Filter the records down to the lines that hold the word "paths", and copy each of those lines.

[Exercise data]

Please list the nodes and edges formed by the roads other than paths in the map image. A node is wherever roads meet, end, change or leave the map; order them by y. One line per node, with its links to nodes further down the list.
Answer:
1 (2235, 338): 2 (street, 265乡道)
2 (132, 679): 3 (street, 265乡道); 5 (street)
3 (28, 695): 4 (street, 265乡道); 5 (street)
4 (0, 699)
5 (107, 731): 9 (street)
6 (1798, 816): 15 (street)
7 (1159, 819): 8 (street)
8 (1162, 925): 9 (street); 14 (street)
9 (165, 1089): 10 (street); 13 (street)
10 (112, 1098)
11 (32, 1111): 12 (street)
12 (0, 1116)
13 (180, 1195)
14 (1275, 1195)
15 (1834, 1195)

[/Exercise data]
[Exercise data]

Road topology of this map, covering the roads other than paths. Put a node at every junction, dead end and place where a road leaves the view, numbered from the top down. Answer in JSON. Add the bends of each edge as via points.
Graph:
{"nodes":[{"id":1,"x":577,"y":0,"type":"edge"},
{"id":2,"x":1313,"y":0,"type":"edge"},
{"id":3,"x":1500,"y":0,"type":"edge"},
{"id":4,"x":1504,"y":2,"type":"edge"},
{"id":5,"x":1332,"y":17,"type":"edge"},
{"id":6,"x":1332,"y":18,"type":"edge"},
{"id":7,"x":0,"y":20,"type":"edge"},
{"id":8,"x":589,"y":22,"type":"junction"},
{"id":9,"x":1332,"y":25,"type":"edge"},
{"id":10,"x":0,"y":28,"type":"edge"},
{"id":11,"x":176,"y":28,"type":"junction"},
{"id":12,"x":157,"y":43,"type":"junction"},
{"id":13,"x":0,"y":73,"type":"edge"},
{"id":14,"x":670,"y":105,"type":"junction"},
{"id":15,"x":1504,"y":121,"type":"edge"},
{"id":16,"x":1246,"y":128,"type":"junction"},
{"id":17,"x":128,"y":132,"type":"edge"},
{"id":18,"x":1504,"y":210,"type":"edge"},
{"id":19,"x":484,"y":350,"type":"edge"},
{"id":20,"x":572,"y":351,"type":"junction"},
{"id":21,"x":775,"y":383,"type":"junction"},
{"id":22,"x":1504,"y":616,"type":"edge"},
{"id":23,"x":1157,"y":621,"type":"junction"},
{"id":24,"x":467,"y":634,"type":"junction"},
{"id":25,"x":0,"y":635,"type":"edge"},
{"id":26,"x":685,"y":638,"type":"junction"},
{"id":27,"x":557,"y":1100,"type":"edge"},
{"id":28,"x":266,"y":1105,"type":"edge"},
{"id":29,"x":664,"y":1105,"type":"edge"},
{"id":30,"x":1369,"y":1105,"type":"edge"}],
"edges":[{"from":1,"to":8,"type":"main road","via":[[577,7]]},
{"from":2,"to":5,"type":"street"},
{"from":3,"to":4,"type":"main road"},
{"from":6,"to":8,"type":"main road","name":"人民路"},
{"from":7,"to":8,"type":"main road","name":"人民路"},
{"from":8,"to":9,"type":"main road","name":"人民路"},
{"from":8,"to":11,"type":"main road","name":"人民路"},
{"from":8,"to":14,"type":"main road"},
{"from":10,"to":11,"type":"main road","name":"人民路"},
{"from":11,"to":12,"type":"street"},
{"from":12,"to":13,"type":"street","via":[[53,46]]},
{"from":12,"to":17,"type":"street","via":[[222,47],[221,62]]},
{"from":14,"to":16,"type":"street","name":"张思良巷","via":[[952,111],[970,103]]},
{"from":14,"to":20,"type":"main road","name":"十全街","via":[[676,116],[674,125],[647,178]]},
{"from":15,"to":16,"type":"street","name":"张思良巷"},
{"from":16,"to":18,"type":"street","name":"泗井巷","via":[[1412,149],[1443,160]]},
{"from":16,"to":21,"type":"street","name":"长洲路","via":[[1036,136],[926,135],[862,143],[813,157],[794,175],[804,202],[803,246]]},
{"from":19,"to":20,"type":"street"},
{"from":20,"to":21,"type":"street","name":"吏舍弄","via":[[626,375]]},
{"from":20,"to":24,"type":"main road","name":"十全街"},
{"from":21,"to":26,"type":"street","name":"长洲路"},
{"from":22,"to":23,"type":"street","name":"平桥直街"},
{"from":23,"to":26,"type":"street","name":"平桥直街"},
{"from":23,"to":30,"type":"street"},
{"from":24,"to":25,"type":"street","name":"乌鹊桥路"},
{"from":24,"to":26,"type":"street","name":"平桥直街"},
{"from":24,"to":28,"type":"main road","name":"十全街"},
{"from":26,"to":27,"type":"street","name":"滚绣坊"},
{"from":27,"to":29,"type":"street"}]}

[/Exercise data]

**Solved exercise**
Please list the nodes and edges formed by the roads other than paths in the map image. A node is wherever roads meet, end, change or leave the map; order them by y. One line per node, with its links to nodes further down the list.
Road topology of this map, covering the roads other than paths. Put a node at every junction, dead end and place where a road leaves the view, numbered from the top down. Answer in JSON. Add the bends of each edge as via points.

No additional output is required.